## Problem
Please find how many lines of the data contain the string "ЦАРА", and respond with that number only.

::::

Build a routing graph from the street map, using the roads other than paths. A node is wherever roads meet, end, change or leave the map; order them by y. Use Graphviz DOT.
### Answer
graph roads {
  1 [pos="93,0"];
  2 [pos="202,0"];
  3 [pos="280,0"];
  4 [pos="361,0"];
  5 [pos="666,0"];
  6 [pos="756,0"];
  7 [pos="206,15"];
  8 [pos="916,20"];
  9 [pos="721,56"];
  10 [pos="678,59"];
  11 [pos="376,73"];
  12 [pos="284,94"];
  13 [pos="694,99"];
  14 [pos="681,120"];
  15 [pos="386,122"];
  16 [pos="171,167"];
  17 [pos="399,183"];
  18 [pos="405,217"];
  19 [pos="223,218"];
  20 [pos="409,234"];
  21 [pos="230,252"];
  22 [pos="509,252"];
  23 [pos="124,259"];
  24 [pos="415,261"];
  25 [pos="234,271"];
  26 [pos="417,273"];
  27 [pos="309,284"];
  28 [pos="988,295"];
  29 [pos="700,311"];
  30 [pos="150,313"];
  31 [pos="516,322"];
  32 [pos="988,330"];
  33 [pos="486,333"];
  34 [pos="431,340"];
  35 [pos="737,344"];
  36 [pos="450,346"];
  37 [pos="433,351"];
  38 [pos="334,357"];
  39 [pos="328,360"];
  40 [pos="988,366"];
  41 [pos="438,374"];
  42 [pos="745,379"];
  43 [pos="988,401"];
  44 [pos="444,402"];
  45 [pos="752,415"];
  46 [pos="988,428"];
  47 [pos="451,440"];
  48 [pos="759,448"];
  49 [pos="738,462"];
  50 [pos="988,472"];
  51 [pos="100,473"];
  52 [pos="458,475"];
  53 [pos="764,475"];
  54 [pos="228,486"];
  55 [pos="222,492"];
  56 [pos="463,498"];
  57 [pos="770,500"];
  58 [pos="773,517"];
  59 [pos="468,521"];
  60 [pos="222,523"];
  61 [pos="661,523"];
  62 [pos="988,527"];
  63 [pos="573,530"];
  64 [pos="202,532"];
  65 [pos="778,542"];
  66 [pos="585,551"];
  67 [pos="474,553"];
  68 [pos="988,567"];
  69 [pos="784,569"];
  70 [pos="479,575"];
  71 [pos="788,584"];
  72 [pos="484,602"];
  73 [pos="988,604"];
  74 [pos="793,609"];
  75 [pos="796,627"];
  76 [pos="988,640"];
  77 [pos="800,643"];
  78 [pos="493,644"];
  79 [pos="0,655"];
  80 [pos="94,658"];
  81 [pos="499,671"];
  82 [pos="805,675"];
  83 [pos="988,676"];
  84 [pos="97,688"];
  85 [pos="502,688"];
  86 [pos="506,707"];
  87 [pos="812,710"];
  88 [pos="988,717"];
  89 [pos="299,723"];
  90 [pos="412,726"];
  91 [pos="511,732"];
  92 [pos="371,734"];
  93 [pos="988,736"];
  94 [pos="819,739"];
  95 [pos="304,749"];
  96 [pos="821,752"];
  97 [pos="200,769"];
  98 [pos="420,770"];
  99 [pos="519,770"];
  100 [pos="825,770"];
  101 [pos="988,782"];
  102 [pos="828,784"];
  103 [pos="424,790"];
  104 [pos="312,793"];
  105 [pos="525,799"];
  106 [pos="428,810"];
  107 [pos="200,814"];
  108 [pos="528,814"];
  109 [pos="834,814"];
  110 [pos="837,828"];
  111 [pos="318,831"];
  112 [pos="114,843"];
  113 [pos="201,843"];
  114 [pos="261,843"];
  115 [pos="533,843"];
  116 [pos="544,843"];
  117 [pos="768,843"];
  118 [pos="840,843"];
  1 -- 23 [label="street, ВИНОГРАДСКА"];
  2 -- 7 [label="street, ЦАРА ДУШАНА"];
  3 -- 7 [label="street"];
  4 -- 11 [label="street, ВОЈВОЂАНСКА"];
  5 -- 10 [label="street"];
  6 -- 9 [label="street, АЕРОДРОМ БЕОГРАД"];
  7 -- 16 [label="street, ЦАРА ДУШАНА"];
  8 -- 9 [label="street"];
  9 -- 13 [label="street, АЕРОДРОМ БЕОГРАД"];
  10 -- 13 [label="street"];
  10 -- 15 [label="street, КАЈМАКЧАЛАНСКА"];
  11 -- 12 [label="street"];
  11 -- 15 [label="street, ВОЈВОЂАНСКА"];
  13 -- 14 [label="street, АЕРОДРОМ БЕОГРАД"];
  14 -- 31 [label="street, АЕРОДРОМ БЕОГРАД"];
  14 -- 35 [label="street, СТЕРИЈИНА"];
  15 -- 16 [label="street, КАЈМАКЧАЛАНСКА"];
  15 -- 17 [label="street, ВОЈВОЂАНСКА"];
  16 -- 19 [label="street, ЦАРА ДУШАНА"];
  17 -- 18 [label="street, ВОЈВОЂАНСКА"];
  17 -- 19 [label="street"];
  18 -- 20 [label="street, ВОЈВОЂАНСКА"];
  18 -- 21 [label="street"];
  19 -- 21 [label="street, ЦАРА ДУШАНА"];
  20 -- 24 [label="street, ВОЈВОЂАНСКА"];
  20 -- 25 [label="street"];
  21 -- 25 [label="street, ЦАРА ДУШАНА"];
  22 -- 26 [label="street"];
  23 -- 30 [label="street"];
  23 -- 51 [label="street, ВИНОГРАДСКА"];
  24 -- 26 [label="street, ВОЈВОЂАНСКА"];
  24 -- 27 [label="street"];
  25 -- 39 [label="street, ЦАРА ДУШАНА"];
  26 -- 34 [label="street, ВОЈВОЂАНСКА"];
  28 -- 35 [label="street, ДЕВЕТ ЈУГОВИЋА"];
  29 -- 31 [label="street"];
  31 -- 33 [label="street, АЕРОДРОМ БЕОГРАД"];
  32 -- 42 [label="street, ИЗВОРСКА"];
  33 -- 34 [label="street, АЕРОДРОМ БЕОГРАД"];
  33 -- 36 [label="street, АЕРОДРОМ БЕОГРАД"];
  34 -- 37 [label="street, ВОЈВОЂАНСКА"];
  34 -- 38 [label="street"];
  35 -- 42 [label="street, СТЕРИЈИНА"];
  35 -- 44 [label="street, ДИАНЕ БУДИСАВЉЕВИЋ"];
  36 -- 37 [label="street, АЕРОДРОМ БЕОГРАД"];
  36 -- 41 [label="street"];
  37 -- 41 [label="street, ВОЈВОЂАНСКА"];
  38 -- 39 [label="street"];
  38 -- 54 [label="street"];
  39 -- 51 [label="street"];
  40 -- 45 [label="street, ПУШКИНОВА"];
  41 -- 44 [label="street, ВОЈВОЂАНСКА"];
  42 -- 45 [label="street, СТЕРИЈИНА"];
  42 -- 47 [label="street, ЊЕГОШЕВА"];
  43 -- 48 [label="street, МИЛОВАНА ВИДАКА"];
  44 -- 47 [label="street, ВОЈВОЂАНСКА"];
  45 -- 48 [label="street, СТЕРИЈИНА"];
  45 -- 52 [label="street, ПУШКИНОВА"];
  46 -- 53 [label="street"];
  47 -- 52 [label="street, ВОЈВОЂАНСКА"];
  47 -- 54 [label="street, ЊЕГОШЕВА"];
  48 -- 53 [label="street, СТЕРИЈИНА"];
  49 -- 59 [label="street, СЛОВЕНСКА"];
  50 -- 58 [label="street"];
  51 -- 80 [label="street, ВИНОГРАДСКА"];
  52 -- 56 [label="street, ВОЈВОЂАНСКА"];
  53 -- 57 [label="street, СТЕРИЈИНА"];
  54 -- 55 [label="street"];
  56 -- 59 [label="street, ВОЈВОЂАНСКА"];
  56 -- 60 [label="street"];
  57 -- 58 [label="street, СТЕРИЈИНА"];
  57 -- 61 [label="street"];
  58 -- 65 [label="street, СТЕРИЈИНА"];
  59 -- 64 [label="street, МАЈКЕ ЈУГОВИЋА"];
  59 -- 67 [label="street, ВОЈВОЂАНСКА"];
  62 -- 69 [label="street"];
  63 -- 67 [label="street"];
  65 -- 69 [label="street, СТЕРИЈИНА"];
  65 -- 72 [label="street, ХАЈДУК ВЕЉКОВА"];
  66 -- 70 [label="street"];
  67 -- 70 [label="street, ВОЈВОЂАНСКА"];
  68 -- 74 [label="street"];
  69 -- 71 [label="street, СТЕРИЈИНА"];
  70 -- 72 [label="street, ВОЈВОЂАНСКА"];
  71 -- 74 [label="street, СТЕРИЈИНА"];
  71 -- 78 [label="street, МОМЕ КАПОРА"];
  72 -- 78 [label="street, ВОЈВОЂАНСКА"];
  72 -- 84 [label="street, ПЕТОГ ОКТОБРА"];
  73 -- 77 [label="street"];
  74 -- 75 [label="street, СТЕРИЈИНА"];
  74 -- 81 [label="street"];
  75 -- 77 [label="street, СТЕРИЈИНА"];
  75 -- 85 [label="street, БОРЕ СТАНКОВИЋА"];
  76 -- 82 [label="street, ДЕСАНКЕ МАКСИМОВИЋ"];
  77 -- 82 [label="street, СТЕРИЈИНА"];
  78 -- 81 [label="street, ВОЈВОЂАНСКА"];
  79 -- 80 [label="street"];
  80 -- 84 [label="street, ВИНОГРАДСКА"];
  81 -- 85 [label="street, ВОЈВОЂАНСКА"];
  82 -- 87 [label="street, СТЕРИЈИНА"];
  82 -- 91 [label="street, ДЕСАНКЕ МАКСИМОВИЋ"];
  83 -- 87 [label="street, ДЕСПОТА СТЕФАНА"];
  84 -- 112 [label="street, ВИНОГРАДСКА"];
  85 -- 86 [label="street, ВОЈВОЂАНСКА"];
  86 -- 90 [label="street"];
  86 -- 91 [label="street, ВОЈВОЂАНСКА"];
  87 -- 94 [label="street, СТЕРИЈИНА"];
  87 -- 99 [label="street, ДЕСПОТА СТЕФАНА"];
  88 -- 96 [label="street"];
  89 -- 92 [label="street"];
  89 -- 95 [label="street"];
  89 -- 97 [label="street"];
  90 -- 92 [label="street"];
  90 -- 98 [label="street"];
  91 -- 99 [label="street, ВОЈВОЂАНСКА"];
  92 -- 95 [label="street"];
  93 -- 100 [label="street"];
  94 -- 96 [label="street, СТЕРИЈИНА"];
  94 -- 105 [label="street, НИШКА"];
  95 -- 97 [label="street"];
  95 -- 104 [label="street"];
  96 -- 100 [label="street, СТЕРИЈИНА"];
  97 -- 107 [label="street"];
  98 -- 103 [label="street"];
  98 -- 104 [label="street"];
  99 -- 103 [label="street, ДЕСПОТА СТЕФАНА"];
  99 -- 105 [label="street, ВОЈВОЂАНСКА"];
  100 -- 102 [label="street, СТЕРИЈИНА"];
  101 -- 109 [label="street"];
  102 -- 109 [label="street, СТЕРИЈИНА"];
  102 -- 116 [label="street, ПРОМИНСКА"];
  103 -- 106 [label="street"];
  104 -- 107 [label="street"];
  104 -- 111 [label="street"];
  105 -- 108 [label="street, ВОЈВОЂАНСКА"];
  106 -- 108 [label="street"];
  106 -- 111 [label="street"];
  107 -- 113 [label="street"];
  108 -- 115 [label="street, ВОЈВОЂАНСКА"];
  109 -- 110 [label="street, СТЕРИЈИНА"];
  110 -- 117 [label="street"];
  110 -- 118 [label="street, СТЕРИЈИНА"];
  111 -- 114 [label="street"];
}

::::

## Task answer
6